_TASK OBJECTIVE_
Only lines that contain the word "МЕНДЕЛЕЕВ" are to be returned from the data below.

_DATA TO EXAMINE_
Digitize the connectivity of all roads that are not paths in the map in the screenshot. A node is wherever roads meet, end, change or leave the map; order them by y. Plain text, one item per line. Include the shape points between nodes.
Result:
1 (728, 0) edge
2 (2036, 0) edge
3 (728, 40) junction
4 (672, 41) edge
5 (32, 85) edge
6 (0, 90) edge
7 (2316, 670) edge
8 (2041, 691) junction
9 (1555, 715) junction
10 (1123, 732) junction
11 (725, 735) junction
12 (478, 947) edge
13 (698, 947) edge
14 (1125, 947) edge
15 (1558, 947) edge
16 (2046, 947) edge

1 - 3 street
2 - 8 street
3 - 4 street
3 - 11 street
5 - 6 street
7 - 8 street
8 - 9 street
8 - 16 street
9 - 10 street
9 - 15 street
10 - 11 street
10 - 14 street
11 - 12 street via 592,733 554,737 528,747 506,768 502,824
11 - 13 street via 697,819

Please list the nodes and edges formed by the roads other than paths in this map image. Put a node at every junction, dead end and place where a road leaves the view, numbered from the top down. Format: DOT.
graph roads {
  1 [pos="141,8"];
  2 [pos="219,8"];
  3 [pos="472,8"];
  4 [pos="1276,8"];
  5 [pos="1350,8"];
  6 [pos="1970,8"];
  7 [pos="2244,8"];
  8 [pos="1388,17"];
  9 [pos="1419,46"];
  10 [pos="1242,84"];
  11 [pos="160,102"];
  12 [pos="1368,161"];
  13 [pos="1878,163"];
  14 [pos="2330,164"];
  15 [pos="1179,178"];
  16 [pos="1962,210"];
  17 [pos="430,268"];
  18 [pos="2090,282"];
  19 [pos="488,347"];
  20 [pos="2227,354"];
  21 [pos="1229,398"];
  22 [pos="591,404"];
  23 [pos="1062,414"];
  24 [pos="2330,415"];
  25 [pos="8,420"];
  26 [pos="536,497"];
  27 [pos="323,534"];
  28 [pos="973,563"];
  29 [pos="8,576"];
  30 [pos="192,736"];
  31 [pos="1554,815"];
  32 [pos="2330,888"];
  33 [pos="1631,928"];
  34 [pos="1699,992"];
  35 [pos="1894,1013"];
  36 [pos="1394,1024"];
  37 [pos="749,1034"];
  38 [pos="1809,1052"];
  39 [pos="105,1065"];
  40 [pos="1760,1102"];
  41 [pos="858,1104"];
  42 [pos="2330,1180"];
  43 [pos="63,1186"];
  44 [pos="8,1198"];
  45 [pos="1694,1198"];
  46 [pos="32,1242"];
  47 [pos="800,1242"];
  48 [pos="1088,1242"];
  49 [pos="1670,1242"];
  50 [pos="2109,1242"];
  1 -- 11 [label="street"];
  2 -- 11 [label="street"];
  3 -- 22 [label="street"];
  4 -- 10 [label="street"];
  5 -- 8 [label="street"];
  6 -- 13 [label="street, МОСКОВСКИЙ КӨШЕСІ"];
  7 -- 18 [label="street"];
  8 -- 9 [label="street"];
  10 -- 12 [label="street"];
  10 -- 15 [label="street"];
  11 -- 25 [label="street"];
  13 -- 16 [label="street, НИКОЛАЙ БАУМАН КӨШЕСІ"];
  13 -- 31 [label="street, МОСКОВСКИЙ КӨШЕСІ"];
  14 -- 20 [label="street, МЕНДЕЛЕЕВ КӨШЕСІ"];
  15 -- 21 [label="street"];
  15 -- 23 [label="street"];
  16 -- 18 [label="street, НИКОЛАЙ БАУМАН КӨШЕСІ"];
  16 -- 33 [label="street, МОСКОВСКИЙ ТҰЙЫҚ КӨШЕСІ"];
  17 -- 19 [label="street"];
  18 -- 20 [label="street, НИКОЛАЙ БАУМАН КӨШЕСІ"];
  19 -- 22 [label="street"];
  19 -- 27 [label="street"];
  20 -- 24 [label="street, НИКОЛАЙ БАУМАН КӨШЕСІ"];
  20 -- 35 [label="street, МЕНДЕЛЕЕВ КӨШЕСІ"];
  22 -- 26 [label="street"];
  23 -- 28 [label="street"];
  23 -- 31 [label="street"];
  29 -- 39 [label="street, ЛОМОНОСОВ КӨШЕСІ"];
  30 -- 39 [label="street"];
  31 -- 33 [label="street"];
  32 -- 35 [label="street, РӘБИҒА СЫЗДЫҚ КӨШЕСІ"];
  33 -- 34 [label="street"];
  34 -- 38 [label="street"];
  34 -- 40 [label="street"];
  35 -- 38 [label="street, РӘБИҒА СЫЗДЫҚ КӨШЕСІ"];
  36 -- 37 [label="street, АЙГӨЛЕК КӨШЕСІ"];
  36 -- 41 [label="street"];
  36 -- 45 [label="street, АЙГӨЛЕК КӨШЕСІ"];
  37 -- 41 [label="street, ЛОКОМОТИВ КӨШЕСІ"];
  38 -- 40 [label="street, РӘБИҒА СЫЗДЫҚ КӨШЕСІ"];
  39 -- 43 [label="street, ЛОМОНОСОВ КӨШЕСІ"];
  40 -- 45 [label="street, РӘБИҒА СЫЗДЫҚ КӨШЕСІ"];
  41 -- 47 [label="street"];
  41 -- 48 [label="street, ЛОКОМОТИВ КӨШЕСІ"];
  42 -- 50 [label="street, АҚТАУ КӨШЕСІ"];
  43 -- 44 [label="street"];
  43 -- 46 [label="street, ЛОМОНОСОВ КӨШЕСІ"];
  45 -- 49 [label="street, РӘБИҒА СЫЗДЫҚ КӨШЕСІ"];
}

_RESULT OF THE TASK_
  14 -- 20 [label="street, МЕНДЕЛЕЕВ КӨШЕСІ"];
  20 -- 35 [label="street, МЕНДЕЛЕЕВ КӨШЕСІ"];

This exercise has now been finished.